From the data, return each line holding the word "curves".

[Stored items]
━━━
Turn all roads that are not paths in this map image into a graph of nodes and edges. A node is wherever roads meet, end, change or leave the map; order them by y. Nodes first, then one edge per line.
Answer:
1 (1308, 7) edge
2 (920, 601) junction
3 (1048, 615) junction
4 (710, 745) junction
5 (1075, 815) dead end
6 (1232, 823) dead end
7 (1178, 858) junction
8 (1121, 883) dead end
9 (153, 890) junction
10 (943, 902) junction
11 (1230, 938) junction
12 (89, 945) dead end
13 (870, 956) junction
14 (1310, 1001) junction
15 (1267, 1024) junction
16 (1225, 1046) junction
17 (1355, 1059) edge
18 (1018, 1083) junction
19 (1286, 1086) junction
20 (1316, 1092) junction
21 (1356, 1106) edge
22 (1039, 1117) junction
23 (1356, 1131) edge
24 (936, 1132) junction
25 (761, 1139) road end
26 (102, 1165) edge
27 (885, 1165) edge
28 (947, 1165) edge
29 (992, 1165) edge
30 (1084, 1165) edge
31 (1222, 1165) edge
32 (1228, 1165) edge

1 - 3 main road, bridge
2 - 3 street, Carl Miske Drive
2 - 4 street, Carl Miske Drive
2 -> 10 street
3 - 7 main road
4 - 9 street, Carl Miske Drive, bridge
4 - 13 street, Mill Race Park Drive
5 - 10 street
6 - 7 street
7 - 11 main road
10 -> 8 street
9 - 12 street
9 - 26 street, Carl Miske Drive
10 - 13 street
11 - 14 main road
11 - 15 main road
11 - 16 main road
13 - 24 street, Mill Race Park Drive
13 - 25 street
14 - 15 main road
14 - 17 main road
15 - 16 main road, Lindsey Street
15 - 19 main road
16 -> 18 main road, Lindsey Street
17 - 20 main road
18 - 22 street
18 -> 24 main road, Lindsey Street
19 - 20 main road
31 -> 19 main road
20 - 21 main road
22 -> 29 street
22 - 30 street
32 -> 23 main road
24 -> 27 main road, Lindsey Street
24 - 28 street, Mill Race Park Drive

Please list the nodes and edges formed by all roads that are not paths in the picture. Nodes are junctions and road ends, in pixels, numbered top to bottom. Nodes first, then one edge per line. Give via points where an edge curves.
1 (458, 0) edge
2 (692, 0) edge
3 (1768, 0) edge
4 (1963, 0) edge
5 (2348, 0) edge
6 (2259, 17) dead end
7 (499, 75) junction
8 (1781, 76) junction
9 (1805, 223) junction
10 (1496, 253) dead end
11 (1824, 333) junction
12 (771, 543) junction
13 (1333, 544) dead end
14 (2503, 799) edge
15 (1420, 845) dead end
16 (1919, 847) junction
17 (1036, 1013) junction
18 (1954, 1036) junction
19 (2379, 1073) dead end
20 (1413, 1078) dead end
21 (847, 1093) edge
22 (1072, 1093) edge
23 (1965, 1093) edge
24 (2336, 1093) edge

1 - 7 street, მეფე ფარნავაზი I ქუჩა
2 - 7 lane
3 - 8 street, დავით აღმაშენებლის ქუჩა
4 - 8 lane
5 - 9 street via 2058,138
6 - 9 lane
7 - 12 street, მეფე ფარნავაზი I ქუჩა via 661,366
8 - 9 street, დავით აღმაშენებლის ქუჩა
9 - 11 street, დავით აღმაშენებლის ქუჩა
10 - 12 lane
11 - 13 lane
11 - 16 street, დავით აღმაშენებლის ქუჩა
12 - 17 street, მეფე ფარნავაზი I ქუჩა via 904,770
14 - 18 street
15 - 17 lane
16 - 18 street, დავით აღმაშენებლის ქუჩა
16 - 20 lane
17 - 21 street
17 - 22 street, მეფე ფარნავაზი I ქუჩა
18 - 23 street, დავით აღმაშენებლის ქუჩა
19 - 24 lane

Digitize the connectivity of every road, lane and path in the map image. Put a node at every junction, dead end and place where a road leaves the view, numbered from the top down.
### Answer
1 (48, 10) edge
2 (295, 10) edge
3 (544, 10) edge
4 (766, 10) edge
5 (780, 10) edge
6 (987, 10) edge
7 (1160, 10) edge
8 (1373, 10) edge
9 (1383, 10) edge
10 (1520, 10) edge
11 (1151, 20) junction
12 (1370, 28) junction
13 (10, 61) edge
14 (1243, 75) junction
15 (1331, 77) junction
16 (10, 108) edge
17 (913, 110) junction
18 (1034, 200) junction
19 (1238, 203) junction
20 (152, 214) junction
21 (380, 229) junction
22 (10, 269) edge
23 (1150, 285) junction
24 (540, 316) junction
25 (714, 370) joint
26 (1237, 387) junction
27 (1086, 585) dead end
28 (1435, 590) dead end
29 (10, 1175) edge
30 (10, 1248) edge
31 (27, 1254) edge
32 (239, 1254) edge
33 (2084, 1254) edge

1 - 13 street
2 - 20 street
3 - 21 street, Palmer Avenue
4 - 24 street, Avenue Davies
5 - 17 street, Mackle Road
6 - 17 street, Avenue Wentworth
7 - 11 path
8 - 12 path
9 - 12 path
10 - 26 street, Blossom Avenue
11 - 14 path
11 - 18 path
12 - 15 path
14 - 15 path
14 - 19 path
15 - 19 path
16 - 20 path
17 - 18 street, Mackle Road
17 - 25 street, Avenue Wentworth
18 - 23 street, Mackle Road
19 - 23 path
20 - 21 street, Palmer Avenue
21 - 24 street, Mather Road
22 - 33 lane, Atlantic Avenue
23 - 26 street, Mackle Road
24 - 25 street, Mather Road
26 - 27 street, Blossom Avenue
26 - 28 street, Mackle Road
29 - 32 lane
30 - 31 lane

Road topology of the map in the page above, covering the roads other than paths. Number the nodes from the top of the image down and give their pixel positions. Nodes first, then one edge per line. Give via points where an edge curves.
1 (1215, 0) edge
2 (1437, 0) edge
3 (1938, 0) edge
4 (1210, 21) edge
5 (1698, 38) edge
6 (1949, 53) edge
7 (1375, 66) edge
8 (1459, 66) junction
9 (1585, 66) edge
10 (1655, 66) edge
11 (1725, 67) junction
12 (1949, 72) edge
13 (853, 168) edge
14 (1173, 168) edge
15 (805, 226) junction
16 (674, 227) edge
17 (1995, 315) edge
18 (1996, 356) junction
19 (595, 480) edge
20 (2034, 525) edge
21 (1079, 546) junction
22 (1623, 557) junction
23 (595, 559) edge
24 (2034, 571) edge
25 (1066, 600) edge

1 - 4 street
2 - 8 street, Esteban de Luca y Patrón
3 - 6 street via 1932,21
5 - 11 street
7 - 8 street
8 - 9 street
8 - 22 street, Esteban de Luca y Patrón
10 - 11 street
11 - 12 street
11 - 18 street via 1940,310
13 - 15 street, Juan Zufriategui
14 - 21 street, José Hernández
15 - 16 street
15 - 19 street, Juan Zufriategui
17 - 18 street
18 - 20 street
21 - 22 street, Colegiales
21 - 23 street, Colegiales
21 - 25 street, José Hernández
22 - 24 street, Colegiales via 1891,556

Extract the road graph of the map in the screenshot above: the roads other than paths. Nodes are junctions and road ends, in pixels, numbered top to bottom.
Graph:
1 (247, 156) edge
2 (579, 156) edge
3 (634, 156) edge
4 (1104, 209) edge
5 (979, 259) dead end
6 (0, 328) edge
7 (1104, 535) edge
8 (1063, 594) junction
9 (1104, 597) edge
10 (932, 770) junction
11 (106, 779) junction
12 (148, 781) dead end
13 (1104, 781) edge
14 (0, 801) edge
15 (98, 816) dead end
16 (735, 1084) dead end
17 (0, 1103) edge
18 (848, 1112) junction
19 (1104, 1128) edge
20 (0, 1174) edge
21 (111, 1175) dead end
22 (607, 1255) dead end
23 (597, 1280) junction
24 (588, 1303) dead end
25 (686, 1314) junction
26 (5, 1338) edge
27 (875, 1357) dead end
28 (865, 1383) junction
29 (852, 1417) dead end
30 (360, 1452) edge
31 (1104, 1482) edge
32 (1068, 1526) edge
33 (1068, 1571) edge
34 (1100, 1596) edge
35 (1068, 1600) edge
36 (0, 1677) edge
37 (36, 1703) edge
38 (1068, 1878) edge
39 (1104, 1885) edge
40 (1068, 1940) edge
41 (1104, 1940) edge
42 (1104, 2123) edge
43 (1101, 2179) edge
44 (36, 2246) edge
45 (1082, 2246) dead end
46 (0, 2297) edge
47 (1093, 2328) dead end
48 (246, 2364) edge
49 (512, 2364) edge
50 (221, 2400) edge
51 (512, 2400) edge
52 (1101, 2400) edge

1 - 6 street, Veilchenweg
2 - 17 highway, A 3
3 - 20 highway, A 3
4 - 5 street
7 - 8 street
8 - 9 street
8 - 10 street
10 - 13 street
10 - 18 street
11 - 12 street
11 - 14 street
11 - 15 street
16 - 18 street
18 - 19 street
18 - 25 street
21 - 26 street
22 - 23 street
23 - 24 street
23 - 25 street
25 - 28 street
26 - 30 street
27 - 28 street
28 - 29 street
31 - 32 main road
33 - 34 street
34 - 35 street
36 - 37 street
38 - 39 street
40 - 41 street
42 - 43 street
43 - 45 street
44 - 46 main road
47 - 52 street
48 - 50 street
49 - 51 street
━━━
_Finished exercise_:
Please list the nodes and edges formed by all roads that are not paths in the picture. Nodes are junctions and road ends, in pixels, numbered top to bottom. Nodes first, then one edge per line. Give via points where an edge curves.
Road topology of the map in the page above, covering the roads other than paths. Number the nodes from the top of the image down and give their pixel positions. Nodes first, then one edge per line. Give via points where an edge curves.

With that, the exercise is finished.